I wanted to adopt a cat from a shelter or someone giving one away, but my search took longer than I thought because Austin has strict policies and steep fees related to adopting a rescue pet (including requests for home visits to make sure my living conditions were cat-worthy). I was so ignorant to think someone would just post a “kittens, free to a good home” ad, or that I would drive to a shelter, pick out an adorable furball, and drive home a cat owner. With the “free kittens” dream quickly eradicated after visiting three shelters, my new goal was to adopt a cat for less than $100, avoid the need to take off work for home visits and being strip-searched by the rigorous screening process. During the wait for my feline friend, I purchased a bag of kitty food, a pet taxi, some cat toys, and a litter box, all waiting patiently to be put to use. Finally I learned of a guy in Elgin, about 30 minutes outside of Austin, who kept stray/unwanted cats in a shed in his backyard. He told me on the phone that he was moving soon, and the 30+ cats he took care of would go to a shelter and most likely be euthanized if not adopted right away because of the numbers. His adoption fee was only $60 which included already having the cat fixed and vaccinated, plus a free bag of kitty food. I placed my patient pet carrier in the passengers seat and drove to Elgin.

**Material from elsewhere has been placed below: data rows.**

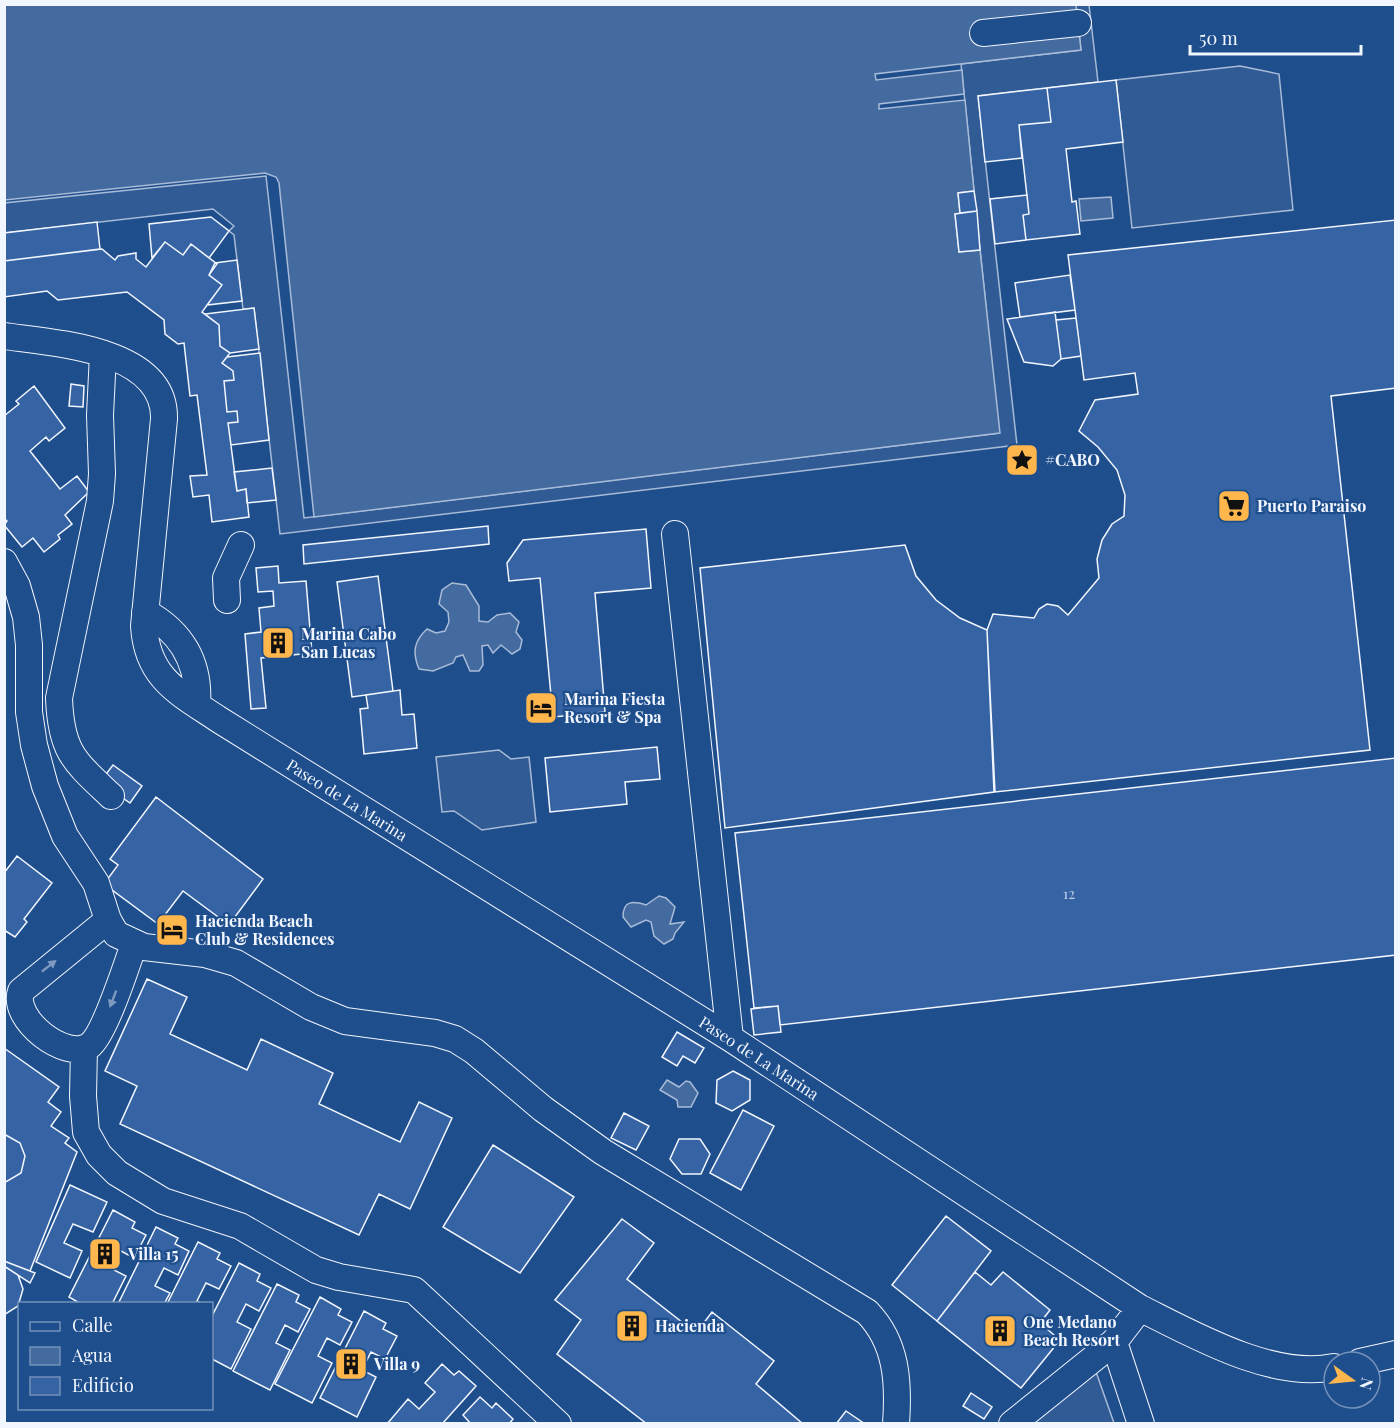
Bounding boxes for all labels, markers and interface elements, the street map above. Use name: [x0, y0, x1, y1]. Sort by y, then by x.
scale bar: [1190, 18, 1361, 56]
text: 50 m: [1199, 26, 1238, 50]
place icon: #CABO: [1004, 442, 1040, 478]
place label: #CABO: [1045, 449, 1100, 470]
supermarket icon: Puerto Paraiso: [1216, 488, 1252, 524]
place label: Puerto Paraiso: [1257, 495, 1366, 516]
place label: Marina Cabo San Lucas: [301, 623, 396, 662]
building icon: Marina Cabo San Lucas: [260, 625, 296, 661]
place label: Marina Fiesta Resort & Spa: [564, 688, 666, 727]
hotel icon: Marina Fiesta Resort & Spa: [523, 690, 559, 726]
street label: Paseo de La Marina: [283, 754, 412, 845]
house number: 12: [1063, 884, 1075, 903]
place label: Hacienda Beach Club & Residences: [195, 910, 334, 949]
hotel icon: Hacienda Beach Club & Residences: [154, 912, 190, 948]
one-way arrow: [41, 960, 57, 973]
one-way arrow: [108, 990, 118, 1008]
street label: Paseo de La Marina: [695, 1011, 823, 1104]
building icon: Villa 15: [87, 1236, 123, 1272]
place label: Villa 15: [127, 1243, 179, 1264]
legend: [18, 1302, 213, 1410]
building icon: Hacienda: [614, 1308, 650, 1344]
place label: One Medano Beach Resort: [1023, 1311, 1121, 1350]
text: Calle: [72, 1313, 113, 1337]
building icon: One Medano Beach Resort: [982, 1313, 1018, 1349]
place label: Hacienda: [655, 1315, 725, 1336]
text: Agua: [71, 1343, 112, 1367]
building icon: Villa 9: [333, 1346, 369, 1382]
north arrow: [1322, 1350, 1382, 1410]
place label: Villa 9: [373, 1353, 420, 1374]
text: Edificio: [72, 1373, 134, 1397]
text: N: [1355, 1376, 1379, 1393]

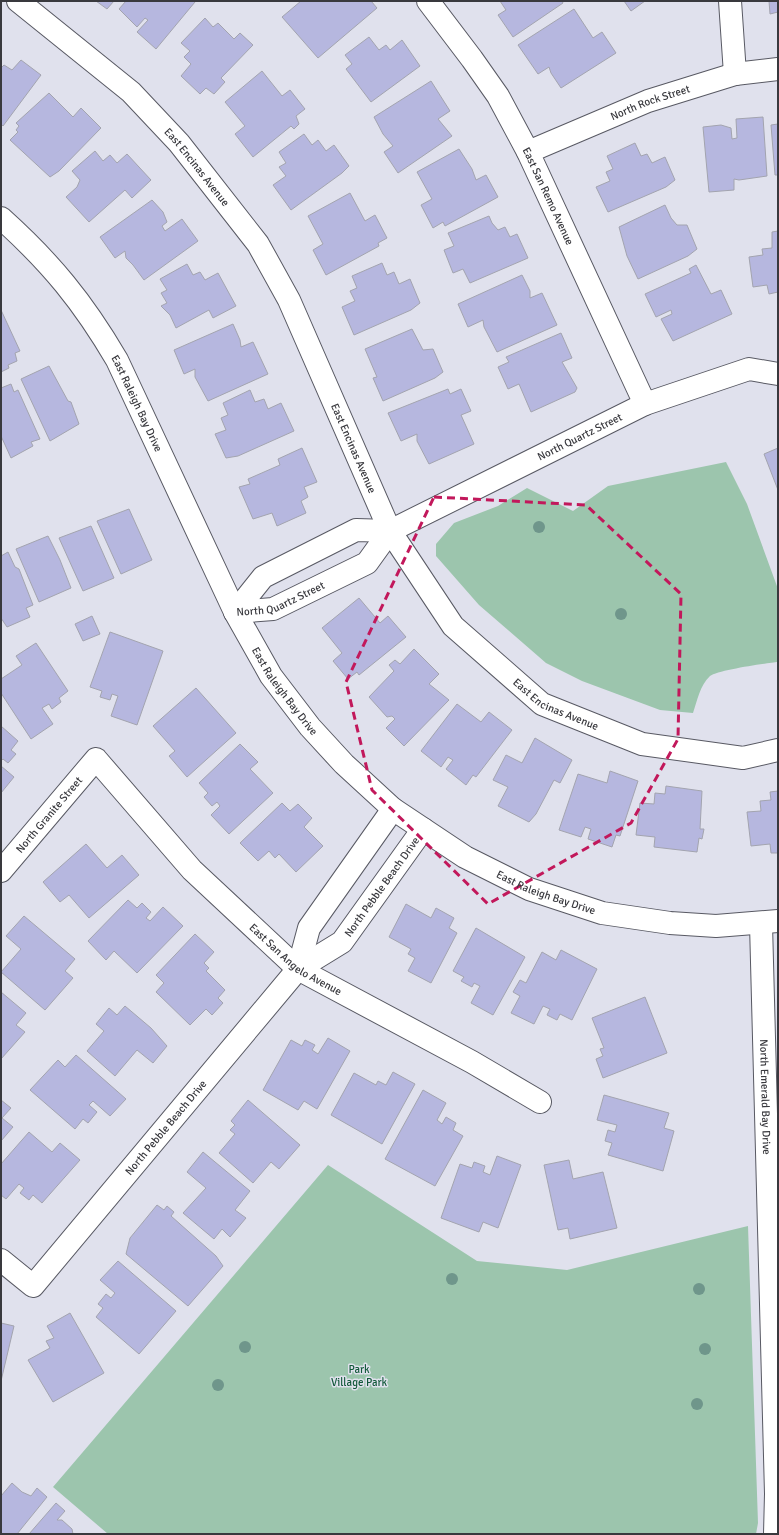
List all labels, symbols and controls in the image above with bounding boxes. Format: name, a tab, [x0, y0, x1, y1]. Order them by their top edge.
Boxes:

It was a chilly February night, and I wasn’t sure what to expect as I drove down a bumpy country road to the man’s house. The shed that housed the cats was in better condition than I had imagined, with controlled temperatures, scratching and play posts, and a degree of cleanliness with a separate area for litter. It seemed the kind country man had taken very good care of the unwanted kitties. I set the pet taxi in the middle of the room and looked around, slightly overwhelmed by all the options. A few curious kittens made their way into my carrier, while older kitties hissed and hid as I got closer, and the rest of them continued their 16 hour siesta without a glance. But one cat stood out to me. He was running around the room, jumping and leaping from cat posts to beds, and the on the highest surfaces possible, pausing briefly for casual grooming or getting hissed at, but resuming his spirited romp nonplussed. He was a tabby, with gray and black stripes, donning a white nose, chest, belly and socks. The majority of his fur was dark on top but white underneath. I asked the cat owner who he was, and he said, “Oh that’s Reuben, do you want a closer look at him? I can catch ‘im for you.” Easier said than done because he was one kitty that did not want to be caught. Finally we corralled him over to us, I gingerly picked him up, not really knowing exactly how to hold a cat. I looked into his bright green eyes and as he squirmed and protested and I knew he was the one. The man said Reuben was about six months old, had his shots and was recently neutered, a short-haired cat with lots of energy. I gave the man a check, he gave me a bag of Science Diet dry kitty food, and finally my pet taxi was empty no more.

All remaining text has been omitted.